** WHAT TO PRODUCE **
Pull every line that includes the word "dead" out of the data below and copy it.

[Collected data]
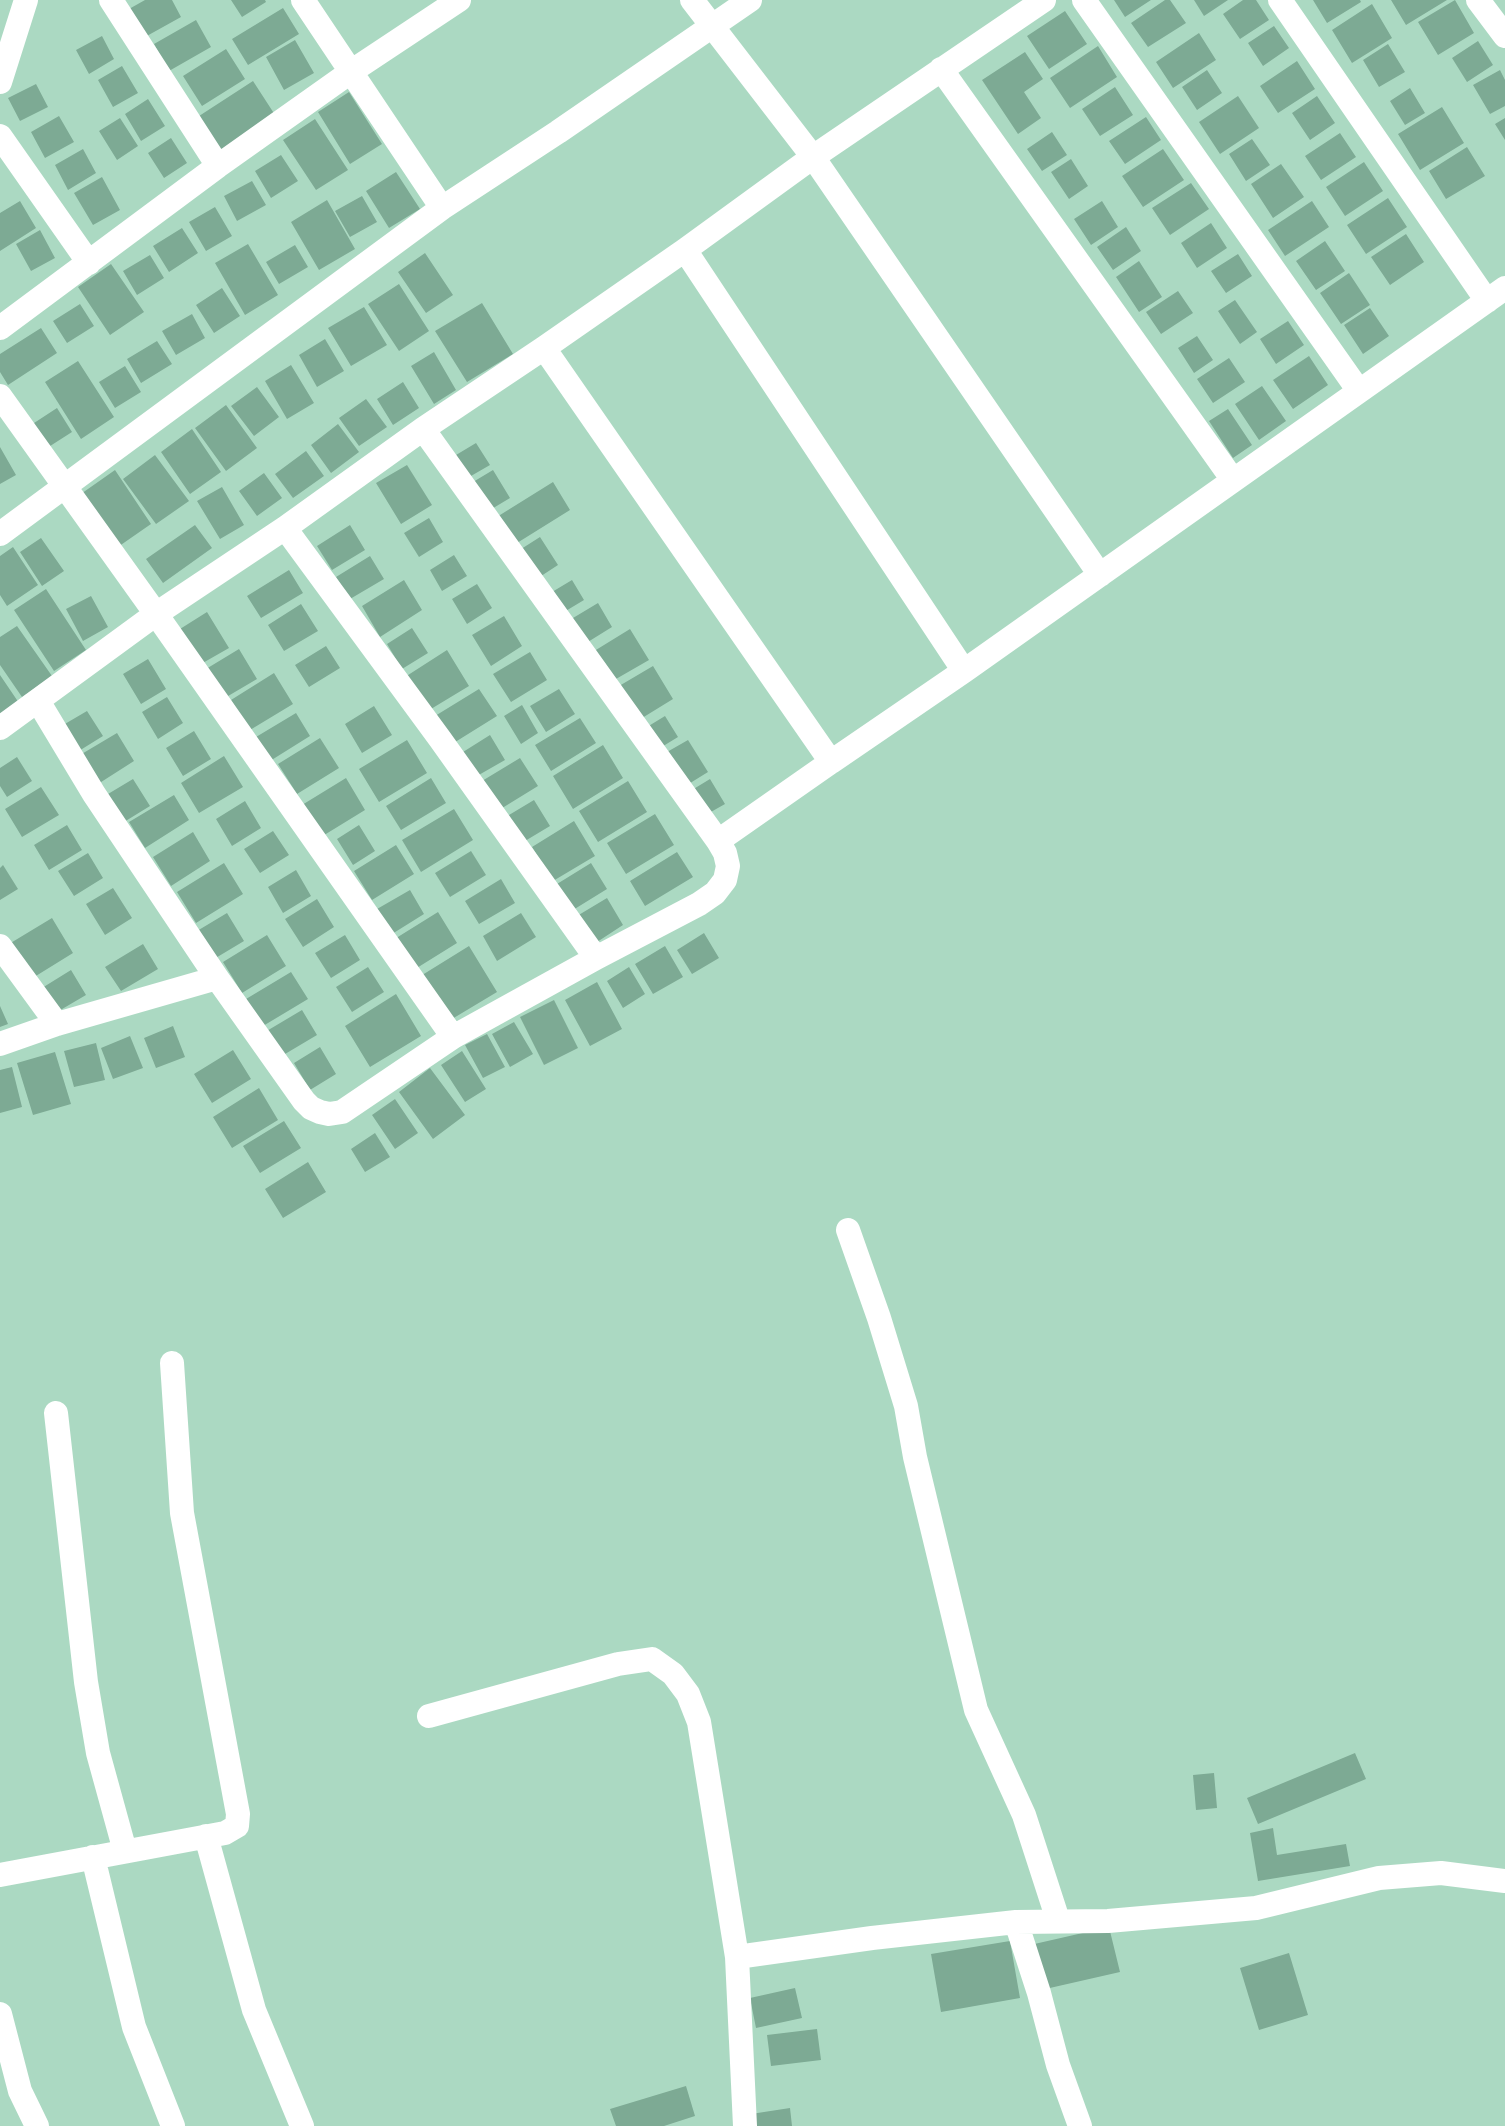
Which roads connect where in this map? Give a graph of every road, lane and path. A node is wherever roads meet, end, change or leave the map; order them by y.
1 (26, 0) edge
2 (111, 0) edge
3 (303, 0) edge
4 (459, 0) edge
5 (692, 0) edge
6 (750, 0) edge
7 (1044, 0) edge
8 (1084, 0) edge
9 (1280, 0) edge
10 (1478, 0) edge
11 (712, 27) junction
12 (1505, 36) edge
13 (941, 69) junction
14 (352, 71) junction
15 (0, 82) edge
16 (0, 136) edge
17 (813, 158) junction
18 (218, 166) junction
19 (442, 208) junction
20 (685, 250) junction
21 (88, 263) junction
22 (1496, 294) edge
23 (0, 328) edge
24 (544, 348) junction
25 (1359, 392) junction
26 (0, 396) edge
27 (423, 429) junction
28 (1233, 480) junction
29 (65, 486) junction
30 (285, 528) junction
31 (0, 534) edge
32 (1100, 575) junction
33 (156, 614) junction
34 (964, 671) junction
35 (38, 701) junction
36 (0, 729) edge
37 (831, 762) junction
38 (718, 841) junction
39 (0, 946) edge
40 (596, 958) junction
41 (218, 978) junction
42 (57, 1024) junction
43 (453, 1037) junction
44 (0, 1044) edge
45 (848, 1230) dead end
46 (172, 1363) dead end
47 (56, 1413) dead end
48 (429, 1716) dead end
49 (206, 1836) junction
50 (125, 1851) junction
51 (93, 1857) junction
52 (0, 1875) edge
53 (1505, 1881) edge
54 (1058, 1920) junction
55 (1016, 1922) junction
56 (737, 1957) junction
57 (0, 2014) edge
58 (37, 2126) edge
59 (173, 2126) edge
60 (302, 2126) edge
61 (745, 2126) edge
62 (1080, 2126) edge

1 - 15 street
2 - 18 street
3 - 14 street
4 - 14 street
5 - 11 street
6 - 11 street
7 - 13 street
8 - 25 street
9 - 22 street
10 - 12 street
11 - 17 street
11 - 19 street
13 - 17 street
13 - 28 street
14 - 18 street
14 - 19 street
16 - 21 street
17 - 20 street
17 - 32 street
18 - 21 street
19 - 29 street
20 - 24 street
20 - 34 street
21 - 23 street
22 - 25 street
24 - 27 street
24 - 37 street
25 - 28 street
26 - 29 street
27 - 30 street
27 - 38 street
28 - 32 street
29 - 31 street
29 - 33 street
30 - 33 street
30 - 40 street
32 - 34 street
33 - 35 street
33 - 43 street
34 - 37 street
35 - 36 street
35 - 41 street
37 - 38 street
38 - 40 street
39 - 42 street
40 - 43 street
41 - 42 street
41 - 43 street
42 - 44 street
45 - 54 street
46 - 49 street
47 - 50 street
48 - 56 street
49 - 50 street
49 - 60 street
50 - 51 street
51 - 52 street
51 - 59 street
53 - 54 street
54 - 55 street
55 - 56 street
55 - 62 street
56 - 61 street
57 - 58 street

** RESPONSE BOX **
45 (848, 1230) dead end
46 (172, 1363) dead end
47 (56, 1413) dead end
48 (429, 1716) dead end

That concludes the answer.